Open JINWONMIN opened 11 months ago

JINWONMIN commented 11 months ago

While training a custom dataset in COCO format, we are running out of memory on evaluation and jumping to the CPU.

Does detectron2's algorithm build the test dataloader differently than the train, and puts all mini-batches on the gpu instead of just loading a mini-batch on each gpu?

The images of val2017 directory in my custom dataset is 22GB in size. I know that the val2017 image size of Coco is about 800MB, but on the server GPU I use, Coco runs fine, but the custom dataset copies the model to the CPU due to insufficient memory on the GPU as shown below.

The batch size is 4. GPU is set to 4.

In DINO, this dataset ran fine, but in MASK DINO, I noticed the above issue. Is there a way to fix this?
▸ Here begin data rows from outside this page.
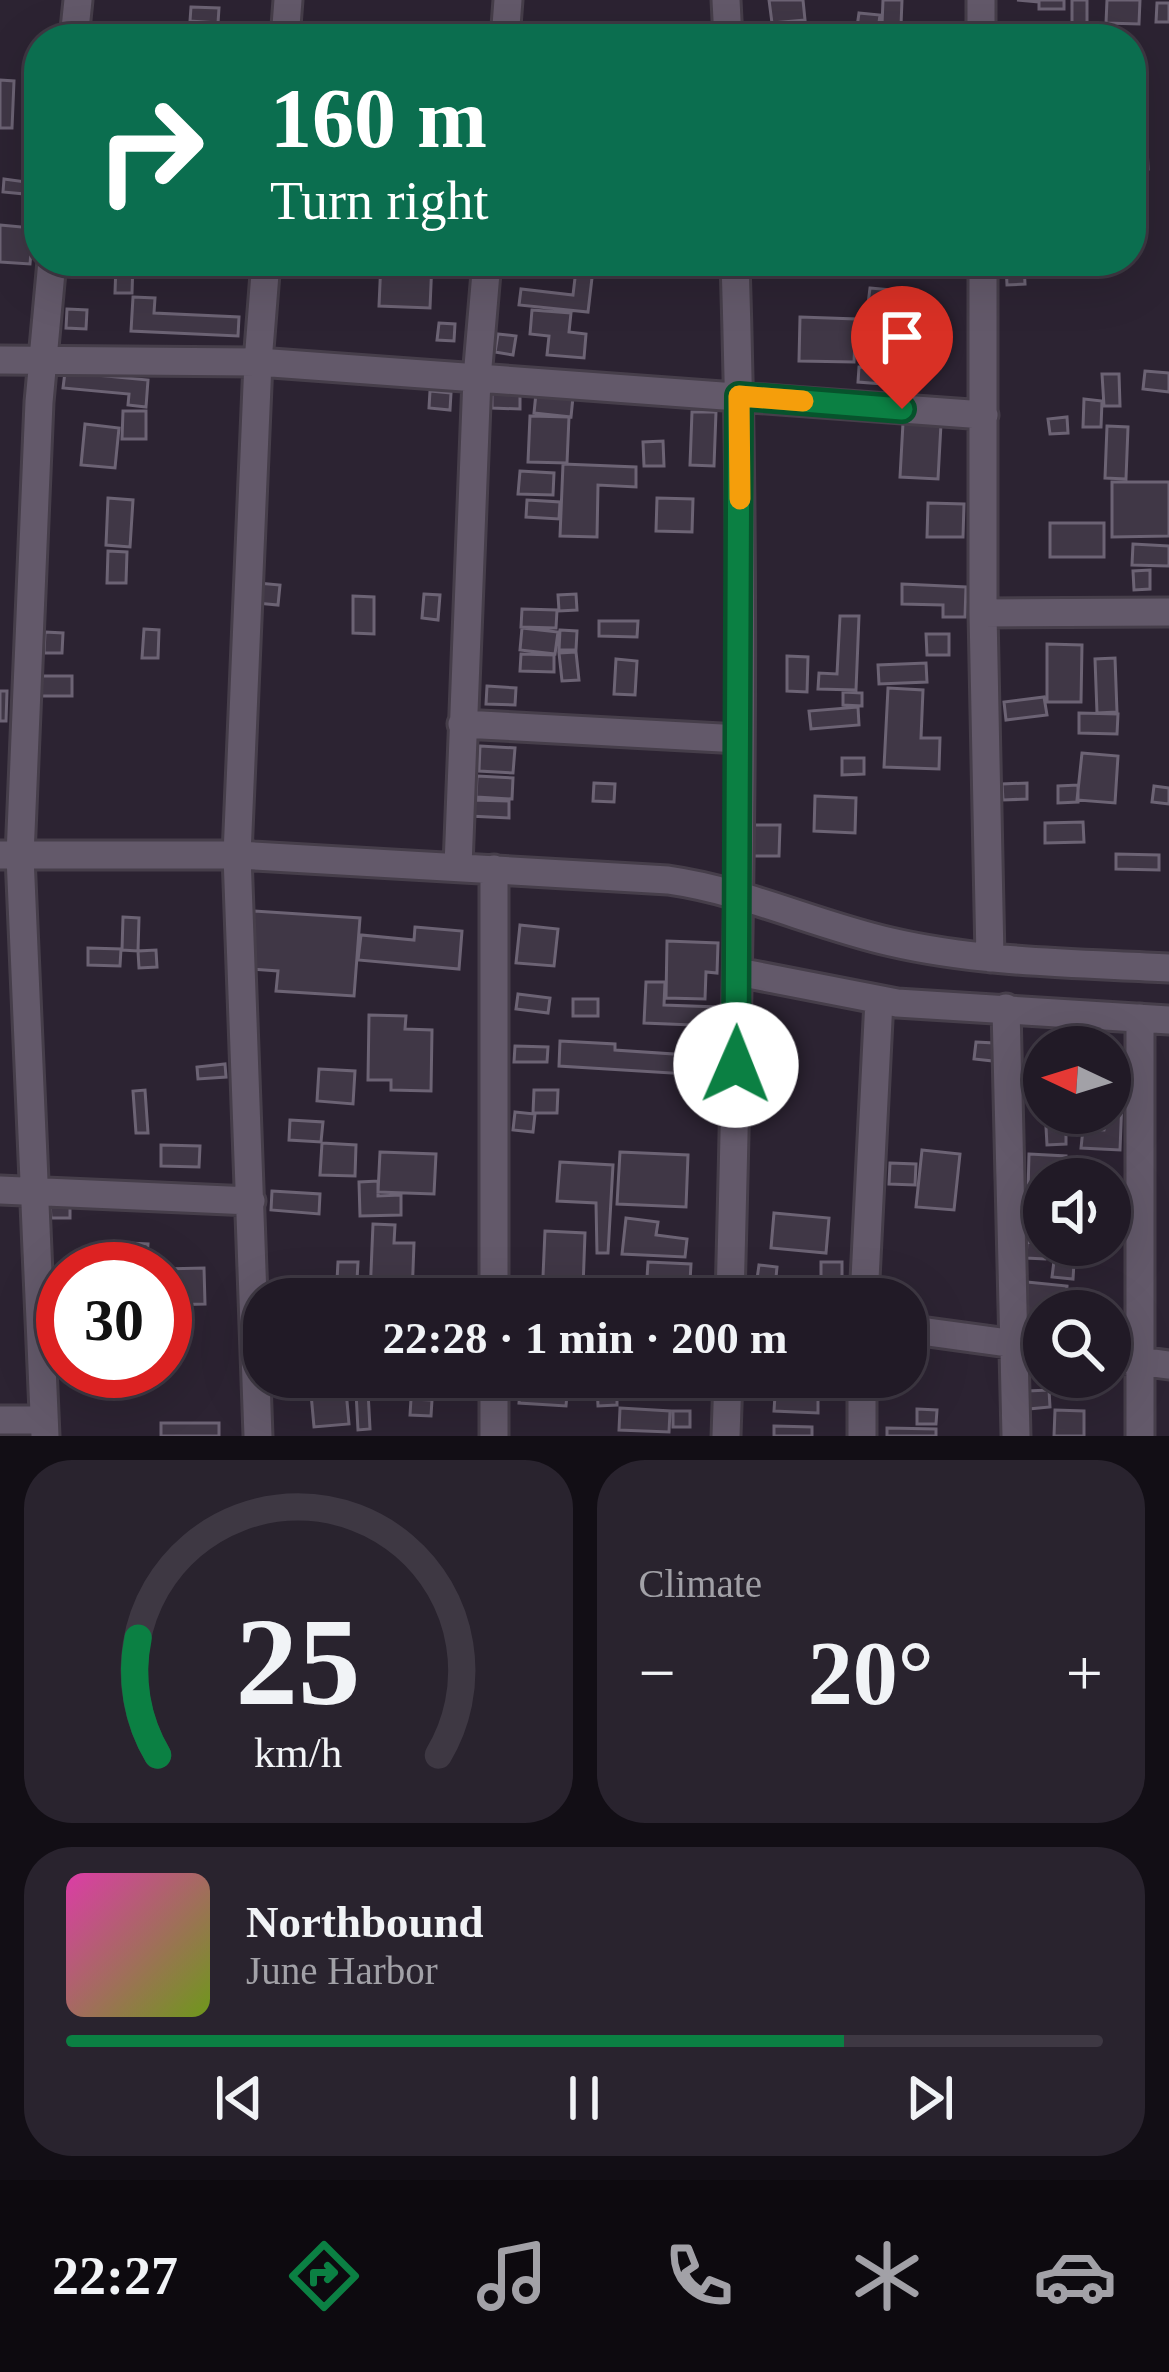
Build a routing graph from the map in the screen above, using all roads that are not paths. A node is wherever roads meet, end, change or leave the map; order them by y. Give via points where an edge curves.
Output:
1 (50, 276) edge
2 (265, 276) edge
3 (486, 276) edge
4 (735, 276) edge
5 (983, 276) edge
6 (0, 359) edge
7 (42, 359) junction
8 (258, 362) junction
9 (477, 378) junction
10 (739, 396) junction
11 (984, 416) junction
12 (1169, 611) edge
13 (983, 613) junction
14 (462, 724) junction
15 (740, 739) junction
16 (10, 855) edge
17 (237, 855) junction
18 (458, 866) junction
19 (494, 869) junction
20 (737, 895) junction
21 (991, 958) junction
22 (1169, 968) edge
23 (738, 972) junction
24 (879, 1000) junction
25 (1006, 1008) junction
26 (1140, 1018) junction
27 (1169, 1020) edge
28 (0, 1190) edge
29 (34, 1191) junction
30 (251, 1201) junction
31 (494, 1278) edge
32 (731, 1278) edge
33 (865, 1278) edge
34 (927, 1332) edge
35 (1013, 1344) junction
36 (1023, 1345) edge
37 (1155, 1363) edge
38 (494, 1398) edge
39 (727, 1398) edge
40 (862, 1398) edge
41 (0, 1420) edge
42 (45, 1428) edge
43 (258, 1436) edge
44 (494, 1436) edge
45 (726, 1436) edge
46 (862, 1436) edge
47 (1016, 1436) edge
48 (1140, 1436) edge

1 - 7 street
2 - 8 street
3 - 9 street
4 - 10 street
5 - 11 street
6 - 7 street
7 - 8 street
7 - 16 street
8 - 9 street
8 - 17 street
9 - 10 street
9 - 14 street
10 - 11 street
10 - 15 street
11 - 13 street
12 - 13 street
13 - 21 street
14 - 15 street
14 - 18 street
15 - 20 street
16 - 17 street
16 - 29 street
17 - 18 street
17 - 30 street
18 - 19 street
19 - 20 street via 668,880
19 - 31 street
20 - 21 street via 886,941
20 - 23 street
21 - 22 street
23 - 24 street
23 - 32 street
24 - 25 street
24 - 33 street
25 - 26 street
25 - 35 street
26 - 27 street
26 - 37 street
28 - 29 street
29 - 30 street
29 - 42 street
30 - 43 street
34 - 35 street
35 - 36 street
35 - 47 street
37 - 48 street
38 - 44 street
39 - 45 street
40 - 46 street
41 - 42 street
[08/11 10:31:29 d2.data.datasets.coco]: Loaded 9067 images in COCO format from MaskDINO/datasets/nia/annotations/instances_val2017.json
[08/11 10:31:30 d2.data.build]: Distribution of instances among all 8 categories:
|  category  | #instances   |  category  | #instances   |  category  | #instances   |
|:----------:|:-------------|:----------:|:-------------|:----------:|:-------------|
|  sagging   | 639          |  flooding  | 746          |  pinhole   | 957          |
|   crack    | 650          |   swell    | 604          |    weld    | 2499         |
|  scratch   | 2567         |  falloff   | 2351         |            |              |
|   total    | 11013        |            |              |            |              |
[08/11 10:31:30 d2.data.dataset_mapper]: [DatasetMapper] Augmentations used in inference: [ResizeShortestEdge(short_edge_length=(800, 800), max_size=1333, sample_style='choice')]
[08/11 10:31:30 d2.data.common]: Serializing the dataset using: <class 'detectron2.data.common._TorchSerializedList'>
[08/11 10:31:30 d2.data.common]: Serializing 9067 elements to byte tensors and concatenating them all ...
[08/11 10:31:30 d2.data.common]: Serialized dataset takes 8.06 MiB
[08/11 10:31:30 d2.evaluation.evaluator]: Start inference on 2267 batches
/home/xaiplanet/miniconda3/envs/maskdino/lib/python3.8/site-packages/torch/functional.py:478: UserWarning: torch.meshgrid: in an upcoming release, it will be required to pass the indexing argument. (Triggered internally at  ../aten/src/ATen/native/TensorShape.cpp:2894.)
  return _VF.meshgrid(tensors, **kwargs)  # type: ignore[attr-defined]
/home/xaiplanet/miniconda3/envs/maskdino/lib/python3.8/site-packages/torch/functional.py:478: UserWarning: torch.meshgrid: in an upcoming release, it will be required to pass the indexing argument. (Triggered internally at  ../aten/src/ATen/native/TensorShape.cpp:2894.)
  return _VF.meshgrid(tensors, **kwargs)  # type: ignore[attr-defined]
/home/xaiplanet/miniconda3/envs/maskdino/lib/python3.8/site-packages/torch/functional.py:478: UserWarning: torch.meshgrid: in an upcoming release, it will be required to pass the indexing argument. (Triggered internally at  ../aten/src/ATen/native/TensorShape.cpp:2894.)
  return _VF.meshgrid(tensors, **kwargs)  # type: ignore[attr-defined]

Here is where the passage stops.